Extracted records
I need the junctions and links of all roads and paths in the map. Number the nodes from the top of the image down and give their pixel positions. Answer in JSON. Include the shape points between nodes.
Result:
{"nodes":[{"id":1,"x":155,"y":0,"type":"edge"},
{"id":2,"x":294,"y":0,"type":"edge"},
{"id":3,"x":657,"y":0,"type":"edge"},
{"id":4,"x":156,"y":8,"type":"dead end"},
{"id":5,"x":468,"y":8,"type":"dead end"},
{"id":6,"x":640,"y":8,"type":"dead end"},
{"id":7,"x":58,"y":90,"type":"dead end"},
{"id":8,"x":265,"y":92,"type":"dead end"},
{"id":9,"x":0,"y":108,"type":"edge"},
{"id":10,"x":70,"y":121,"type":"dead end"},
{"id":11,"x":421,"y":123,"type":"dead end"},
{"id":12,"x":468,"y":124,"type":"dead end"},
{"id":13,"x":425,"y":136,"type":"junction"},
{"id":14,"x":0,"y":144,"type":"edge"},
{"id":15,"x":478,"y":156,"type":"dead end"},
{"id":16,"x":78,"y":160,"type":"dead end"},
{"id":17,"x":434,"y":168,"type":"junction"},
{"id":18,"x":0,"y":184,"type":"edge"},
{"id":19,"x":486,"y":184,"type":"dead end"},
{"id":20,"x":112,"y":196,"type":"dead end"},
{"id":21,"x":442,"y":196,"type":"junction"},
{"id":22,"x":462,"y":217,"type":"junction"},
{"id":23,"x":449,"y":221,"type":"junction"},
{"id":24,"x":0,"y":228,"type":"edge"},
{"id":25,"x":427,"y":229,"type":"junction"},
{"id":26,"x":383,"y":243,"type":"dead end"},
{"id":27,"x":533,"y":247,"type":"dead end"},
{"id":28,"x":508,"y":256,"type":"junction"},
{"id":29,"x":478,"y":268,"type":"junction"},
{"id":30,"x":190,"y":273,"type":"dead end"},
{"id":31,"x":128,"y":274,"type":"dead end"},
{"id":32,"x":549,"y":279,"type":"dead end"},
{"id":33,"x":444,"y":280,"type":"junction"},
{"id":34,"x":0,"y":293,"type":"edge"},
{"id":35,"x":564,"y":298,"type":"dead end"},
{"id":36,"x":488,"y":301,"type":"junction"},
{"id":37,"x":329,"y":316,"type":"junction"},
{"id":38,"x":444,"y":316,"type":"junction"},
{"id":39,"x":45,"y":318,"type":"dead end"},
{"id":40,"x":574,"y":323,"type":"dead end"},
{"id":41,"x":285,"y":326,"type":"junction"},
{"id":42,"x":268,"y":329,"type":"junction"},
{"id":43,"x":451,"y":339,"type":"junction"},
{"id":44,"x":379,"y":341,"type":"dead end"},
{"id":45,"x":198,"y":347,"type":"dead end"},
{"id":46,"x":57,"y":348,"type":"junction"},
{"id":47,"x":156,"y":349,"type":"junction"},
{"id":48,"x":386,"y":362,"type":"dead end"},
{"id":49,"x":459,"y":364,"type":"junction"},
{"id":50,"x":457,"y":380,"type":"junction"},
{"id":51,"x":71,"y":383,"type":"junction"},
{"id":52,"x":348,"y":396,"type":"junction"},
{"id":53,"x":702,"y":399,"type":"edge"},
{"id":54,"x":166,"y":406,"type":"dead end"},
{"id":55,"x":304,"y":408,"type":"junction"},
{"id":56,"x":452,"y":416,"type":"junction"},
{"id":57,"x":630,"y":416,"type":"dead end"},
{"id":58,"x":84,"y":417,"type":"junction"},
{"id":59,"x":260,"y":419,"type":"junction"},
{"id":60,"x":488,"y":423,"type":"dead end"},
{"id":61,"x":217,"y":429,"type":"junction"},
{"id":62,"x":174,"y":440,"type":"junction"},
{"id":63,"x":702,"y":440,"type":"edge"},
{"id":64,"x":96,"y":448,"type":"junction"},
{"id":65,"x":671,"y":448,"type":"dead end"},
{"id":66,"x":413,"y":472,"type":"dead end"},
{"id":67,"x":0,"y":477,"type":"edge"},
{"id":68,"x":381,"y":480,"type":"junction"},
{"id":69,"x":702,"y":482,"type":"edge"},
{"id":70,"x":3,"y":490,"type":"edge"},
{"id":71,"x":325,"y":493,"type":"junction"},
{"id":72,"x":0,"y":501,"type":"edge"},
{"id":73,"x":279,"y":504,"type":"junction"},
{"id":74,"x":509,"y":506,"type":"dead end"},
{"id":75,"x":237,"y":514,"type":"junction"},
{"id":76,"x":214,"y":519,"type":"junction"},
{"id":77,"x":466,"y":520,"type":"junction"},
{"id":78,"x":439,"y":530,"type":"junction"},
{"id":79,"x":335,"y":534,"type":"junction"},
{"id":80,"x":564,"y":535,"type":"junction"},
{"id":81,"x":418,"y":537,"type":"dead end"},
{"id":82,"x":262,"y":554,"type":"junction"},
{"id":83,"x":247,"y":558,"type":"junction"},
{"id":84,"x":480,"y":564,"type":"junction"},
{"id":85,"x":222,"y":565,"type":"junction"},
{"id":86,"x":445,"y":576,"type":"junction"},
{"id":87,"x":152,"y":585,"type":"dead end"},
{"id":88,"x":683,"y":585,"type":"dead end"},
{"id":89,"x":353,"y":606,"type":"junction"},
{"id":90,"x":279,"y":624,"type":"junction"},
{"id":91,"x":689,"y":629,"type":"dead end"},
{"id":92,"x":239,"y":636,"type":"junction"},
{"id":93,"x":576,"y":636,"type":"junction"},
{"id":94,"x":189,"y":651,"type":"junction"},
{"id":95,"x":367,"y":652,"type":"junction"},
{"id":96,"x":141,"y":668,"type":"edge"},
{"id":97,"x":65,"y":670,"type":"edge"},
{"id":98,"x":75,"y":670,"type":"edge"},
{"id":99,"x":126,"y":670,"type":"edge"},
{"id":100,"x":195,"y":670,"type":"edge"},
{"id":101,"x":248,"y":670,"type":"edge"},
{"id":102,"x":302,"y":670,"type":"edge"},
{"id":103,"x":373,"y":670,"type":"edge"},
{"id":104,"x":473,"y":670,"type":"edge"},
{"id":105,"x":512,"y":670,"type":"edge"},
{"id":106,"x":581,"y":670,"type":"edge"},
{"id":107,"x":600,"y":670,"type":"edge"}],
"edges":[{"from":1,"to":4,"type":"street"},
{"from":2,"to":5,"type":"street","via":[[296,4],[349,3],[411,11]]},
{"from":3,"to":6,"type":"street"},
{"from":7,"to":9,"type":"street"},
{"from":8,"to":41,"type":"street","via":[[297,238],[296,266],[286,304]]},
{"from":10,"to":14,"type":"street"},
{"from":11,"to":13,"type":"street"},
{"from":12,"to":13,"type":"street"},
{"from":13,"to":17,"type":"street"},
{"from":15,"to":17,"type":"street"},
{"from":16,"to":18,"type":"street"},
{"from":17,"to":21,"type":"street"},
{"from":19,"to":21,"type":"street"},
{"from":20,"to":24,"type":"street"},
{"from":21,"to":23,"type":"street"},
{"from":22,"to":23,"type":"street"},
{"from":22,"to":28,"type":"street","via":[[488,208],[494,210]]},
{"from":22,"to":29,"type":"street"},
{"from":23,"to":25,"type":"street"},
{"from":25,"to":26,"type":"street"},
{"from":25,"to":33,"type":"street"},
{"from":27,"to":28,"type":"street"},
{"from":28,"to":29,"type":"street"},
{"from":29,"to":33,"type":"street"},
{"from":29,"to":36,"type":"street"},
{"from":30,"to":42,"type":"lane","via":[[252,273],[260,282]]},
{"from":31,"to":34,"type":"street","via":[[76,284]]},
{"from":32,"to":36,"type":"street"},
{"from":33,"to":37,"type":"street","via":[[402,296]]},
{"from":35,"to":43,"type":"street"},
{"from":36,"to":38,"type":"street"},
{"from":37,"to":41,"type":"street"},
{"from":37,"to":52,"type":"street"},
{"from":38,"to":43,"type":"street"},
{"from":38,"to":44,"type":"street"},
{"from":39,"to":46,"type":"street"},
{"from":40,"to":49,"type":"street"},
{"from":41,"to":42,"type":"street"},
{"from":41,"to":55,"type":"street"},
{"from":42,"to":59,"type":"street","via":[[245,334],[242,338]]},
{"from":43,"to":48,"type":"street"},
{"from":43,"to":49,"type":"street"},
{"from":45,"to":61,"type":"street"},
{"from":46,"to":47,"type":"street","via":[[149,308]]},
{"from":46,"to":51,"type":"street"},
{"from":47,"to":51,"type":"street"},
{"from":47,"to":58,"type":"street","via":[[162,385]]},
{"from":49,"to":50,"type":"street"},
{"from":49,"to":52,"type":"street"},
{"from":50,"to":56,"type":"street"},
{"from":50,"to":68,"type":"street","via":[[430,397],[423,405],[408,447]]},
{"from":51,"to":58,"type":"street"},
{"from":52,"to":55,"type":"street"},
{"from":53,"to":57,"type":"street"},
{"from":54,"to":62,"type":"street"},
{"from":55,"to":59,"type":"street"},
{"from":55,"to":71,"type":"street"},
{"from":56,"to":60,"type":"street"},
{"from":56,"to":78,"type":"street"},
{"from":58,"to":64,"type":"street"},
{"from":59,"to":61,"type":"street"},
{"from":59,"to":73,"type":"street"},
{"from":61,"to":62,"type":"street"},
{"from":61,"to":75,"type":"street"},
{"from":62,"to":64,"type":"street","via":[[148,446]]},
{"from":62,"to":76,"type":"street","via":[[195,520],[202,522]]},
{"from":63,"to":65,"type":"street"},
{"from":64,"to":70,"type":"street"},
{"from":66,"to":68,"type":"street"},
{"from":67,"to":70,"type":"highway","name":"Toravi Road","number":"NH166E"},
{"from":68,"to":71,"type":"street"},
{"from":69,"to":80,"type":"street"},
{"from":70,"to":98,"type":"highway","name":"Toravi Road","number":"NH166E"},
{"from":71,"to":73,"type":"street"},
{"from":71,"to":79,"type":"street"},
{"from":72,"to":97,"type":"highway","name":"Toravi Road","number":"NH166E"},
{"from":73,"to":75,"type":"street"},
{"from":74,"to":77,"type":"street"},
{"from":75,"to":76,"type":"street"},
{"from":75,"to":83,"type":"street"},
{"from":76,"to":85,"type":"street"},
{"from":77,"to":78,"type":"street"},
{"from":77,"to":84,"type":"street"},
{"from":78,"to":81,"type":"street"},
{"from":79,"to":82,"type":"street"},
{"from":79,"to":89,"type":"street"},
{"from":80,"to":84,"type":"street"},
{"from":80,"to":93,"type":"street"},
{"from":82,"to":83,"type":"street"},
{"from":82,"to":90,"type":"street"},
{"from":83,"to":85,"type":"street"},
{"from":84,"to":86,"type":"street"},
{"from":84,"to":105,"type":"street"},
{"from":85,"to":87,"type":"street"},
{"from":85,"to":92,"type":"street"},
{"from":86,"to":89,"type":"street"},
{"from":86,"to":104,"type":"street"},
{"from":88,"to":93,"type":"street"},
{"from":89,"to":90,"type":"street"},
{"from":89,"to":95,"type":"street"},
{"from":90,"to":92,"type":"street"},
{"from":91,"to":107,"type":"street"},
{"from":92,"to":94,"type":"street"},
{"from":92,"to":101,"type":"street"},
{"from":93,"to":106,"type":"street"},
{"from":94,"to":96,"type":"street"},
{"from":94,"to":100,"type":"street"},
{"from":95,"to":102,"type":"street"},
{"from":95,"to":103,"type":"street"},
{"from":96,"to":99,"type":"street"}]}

Work request
Find the word "name" in the entries and show each line where it is found.

Exercise solution
{"from":67,"to":70,"type":"highway","name":"Toravi Road","number":"NH166E"},
{"from":70,"to":98,"type":"highway","name":"Toravi Road","number":"NH166E"},
{"from":72,"to":97,"type":"highway","name":"Toravi Road","number":"NH166E"},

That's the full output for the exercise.